I have touched the truth, and only now know that I knew nothing of what I dealt before and could never forget; could never fall; back into ignorance.
So familiar. So foreign.
Finally to have found form in family.
Grim features forged in flame suddenly, without warning, bear flowers.
Long supposed dead buds, planted in a lost age—it must be!
All logics defied; fictions fill the void that was not known to be there.
As charred wood brings forth life without forgiveness; unabashed, transcendent growth—Holy miracles! Am I worthy of thee? For so long I have suffered!
I dared not dream beyond; and alternative I could not conceive!
Yet before me it stands, thrust upon me, smuggled in while I slept, no hand in this have I—Fair Father!
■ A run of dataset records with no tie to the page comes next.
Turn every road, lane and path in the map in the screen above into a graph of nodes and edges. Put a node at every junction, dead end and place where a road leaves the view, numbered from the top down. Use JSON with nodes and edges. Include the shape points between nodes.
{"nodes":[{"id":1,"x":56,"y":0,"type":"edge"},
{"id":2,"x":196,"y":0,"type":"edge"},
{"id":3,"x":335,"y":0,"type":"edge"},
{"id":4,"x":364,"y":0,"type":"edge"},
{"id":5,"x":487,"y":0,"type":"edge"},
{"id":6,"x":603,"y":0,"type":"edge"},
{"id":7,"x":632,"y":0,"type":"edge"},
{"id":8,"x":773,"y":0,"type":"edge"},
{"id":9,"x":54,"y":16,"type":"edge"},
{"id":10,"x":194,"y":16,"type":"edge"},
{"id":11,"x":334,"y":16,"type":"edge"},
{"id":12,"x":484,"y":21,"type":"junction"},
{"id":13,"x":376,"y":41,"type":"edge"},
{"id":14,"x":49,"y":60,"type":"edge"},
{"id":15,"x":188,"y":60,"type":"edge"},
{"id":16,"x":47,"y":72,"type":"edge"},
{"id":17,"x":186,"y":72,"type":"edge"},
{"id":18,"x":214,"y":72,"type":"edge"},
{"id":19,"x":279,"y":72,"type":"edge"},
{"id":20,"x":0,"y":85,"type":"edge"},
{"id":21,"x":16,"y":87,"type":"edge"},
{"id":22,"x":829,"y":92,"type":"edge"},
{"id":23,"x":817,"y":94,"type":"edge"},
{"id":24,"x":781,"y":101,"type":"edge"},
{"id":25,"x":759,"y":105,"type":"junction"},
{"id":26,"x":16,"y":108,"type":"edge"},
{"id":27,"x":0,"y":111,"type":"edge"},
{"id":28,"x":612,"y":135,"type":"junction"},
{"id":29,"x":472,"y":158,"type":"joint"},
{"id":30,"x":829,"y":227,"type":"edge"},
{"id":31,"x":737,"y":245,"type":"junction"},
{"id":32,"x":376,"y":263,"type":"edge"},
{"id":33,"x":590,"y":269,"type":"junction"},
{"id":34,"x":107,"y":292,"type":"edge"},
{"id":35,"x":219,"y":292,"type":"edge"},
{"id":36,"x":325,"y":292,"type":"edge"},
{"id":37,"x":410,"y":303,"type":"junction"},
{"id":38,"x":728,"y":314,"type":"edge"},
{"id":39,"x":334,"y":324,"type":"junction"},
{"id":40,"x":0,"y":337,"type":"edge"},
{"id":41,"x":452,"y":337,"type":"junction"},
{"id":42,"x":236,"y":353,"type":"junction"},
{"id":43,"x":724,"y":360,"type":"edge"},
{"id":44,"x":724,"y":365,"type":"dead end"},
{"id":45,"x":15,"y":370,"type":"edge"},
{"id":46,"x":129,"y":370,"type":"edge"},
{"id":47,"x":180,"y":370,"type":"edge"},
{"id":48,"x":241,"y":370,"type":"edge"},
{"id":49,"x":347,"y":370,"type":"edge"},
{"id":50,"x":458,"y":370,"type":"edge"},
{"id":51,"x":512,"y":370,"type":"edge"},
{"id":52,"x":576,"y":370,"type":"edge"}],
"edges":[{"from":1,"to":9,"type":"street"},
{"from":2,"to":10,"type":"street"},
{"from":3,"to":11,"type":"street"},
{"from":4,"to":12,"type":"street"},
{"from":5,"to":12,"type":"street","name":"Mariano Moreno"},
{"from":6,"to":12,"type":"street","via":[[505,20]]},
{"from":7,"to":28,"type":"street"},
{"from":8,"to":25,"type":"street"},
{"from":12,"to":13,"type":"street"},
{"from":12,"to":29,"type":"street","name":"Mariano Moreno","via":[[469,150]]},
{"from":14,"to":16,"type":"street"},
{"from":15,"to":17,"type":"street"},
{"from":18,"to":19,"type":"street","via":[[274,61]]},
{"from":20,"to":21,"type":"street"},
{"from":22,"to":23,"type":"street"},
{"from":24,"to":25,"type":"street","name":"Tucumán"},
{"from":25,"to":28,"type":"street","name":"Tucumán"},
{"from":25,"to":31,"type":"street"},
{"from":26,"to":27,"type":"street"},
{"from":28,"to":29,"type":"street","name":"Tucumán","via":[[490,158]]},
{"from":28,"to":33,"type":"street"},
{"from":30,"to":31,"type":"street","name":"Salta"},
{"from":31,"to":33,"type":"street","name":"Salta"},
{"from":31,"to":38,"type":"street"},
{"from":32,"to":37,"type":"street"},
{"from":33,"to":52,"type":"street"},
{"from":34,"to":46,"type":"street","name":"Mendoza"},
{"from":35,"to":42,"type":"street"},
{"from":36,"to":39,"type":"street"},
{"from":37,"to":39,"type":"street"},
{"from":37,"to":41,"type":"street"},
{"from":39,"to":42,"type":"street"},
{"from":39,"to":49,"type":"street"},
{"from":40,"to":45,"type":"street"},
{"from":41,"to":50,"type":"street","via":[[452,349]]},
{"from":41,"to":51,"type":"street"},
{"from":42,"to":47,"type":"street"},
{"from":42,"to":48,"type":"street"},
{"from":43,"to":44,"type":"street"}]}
Mighty Mother! Sensitive Sisters! You stood by me while I floundered. You stood by me while I spat venomous slander; accused you of standing idle; accused you of abandoning me; accused you of every sin I knew; of every sin I had learned to commit! Oh evil of evil! How horrid I’ve been to the ones I tried most to love!
And they loved me all the while; showed me how to love, what love was; is; showed me how to love a most unlovable brute, for what else could be said of me in those years!
You showed me how to love myself.
Thank you for standing by me.
I cannot ask for forgiveness when I have done everything unforgivable.
But as I slowly stand, as I crawl my hands up your most formidable family, as my legs shake in memory of their treachery—Oh how I’ve misused them!—I slowly find my balance, a foal from foul fool!
Twenty-five years it has taken me to find my footing.
Any sensible animal would have left me to die during that first formidable winter, yet you stood by me, and I didn’t understand.
For twenty-four winters I didn’t understand.
But now, at last, I do. I see what is true; I see that we are not sensible animals at all!
We are lovers.
And so I clamber to my feet at last to find my legs firm, for my heart finally beats without the hapless interference of thoughts.
Thoughts may make the world, but actions make the man.
And so at long last I stand. I stand by you, my blood, as you have stood by me, for finally, after twenty-five years, my heart does honest beat.
In my excitement to consider myself a quick-learner,
I failed to realize when I became the slowest of them all.
For one last time, to all those who have stuck with me over these years,
I’m sorry, I was only ever doing my best.